**** Data supplied ****

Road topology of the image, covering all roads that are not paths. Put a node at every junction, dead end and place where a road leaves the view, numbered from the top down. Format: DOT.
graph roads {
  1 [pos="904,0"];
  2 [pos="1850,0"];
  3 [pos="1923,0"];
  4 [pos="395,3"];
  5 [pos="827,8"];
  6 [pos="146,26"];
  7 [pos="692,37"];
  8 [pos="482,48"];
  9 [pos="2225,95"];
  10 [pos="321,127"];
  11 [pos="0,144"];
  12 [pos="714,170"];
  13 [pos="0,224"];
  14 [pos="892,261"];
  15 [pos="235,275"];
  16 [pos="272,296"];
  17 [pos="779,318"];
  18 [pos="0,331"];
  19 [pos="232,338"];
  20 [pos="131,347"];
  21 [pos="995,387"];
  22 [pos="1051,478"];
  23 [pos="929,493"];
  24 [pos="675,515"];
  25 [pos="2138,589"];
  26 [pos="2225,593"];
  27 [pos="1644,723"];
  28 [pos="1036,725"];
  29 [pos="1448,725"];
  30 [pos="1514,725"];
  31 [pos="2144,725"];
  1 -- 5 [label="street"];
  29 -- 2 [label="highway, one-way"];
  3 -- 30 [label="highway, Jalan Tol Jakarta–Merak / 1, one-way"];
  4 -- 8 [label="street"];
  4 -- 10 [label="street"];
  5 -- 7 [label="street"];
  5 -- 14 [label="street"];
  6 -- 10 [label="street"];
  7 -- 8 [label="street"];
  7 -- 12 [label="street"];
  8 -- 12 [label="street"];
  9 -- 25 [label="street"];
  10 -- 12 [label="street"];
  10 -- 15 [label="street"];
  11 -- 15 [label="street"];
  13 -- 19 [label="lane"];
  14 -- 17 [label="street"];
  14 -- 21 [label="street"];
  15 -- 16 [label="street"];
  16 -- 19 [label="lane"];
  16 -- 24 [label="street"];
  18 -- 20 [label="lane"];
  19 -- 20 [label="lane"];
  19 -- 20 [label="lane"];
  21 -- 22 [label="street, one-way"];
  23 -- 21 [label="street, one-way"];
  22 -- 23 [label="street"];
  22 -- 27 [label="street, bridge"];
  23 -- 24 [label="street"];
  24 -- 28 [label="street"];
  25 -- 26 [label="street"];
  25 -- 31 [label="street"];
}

****

• _Exercise instructions_
Quote every entry exactly.

• _Finished exercise_
Road topology of the image, covering all roads that are not paths. Put a node at every junction, dead end and place where a road leaves the view, numbered from the top down. Format: DOT.
graph roads {
  1 [pos="904,0"];
  2 [pos="1850,0"];
  3 [pos="1923,0"];
  4 [pos="395,3"];
  5 [pos="827,8"];
  6 [pos="146,26"];
  7 [pos="692,37"];
  8 [pos="482,48"];
  9 [pos="2225,95"];
  10 [pos="321,127"];
  11 [pos="0,144"];
  12 [pos="714,170"];
  13 [pos="0,224"];
  14 [pos="892,261"];
  15 [pos="235,275"];
  16 [pos="272,296"];
  17 [pos="779,318"];
  18 [pos="0,331"];
  19 [pos="232,338"];
  20 [pos="131,347"];
  21 [pos="995,387"];
  22 [pos="1051,478"];
  23 [pos="929,493"];
  24 [pos="675,515"];
  25 [pos="2138,589"];
  26 [pos="2225,593"];
  27 [pos="1644,723"];
  28 [pos="1036,725"];
  29 [pos="1448,725"];
  30 [pos="1514,725"];
  31 [pos="2144,725"];
  1 -- 5 [label="street"];
  29 -- 2 [label="highway, one-way"];
  3 -- 30 [label="highway, Jalan Tol Jakarta–Merak / 1, one-way"];
  4 -- 8 [label="street"];
  4 -- 10 [label="street"];
  5 -- 7 [label="street"];
  5 -- 14 [label="street"];
  6 -- 10 [label="street"];
  7 -- 8 [label="street"];
  7 -- 12 [label="street"];
  8 -- 12 [label="street"];
  9 -- 25 [label="street"];
  10 -- 12 [label="street"];
  10 -- 15 [label="street"];
  11 -- 15 [label="street"];
  13 -- 19 [label="lane"];
  14 -- 17 [label="street"];
  14 -- 21 [label="street"];
  15 -- 16 [label="street"];
  16 -- 19 [label="lane"];
  16 -- 24 [label="street"];
  18 -- 20 [label="lane"];
  19 -- 20 [label="lane"];
  19 -- 20 [label="lane"];
  21 -- 22 [label="street, one-way"];
  23 -- 21 [label="street, one-way"];
  22 -- 23 [label="street"];
  22 -- 27 [label="street, bridge"];
  23 -- 24 [label="street"];
  24 -- 28 [label="street"];
  25 -- 26 [label="street"];
  25 -- 31 [label="street"];
}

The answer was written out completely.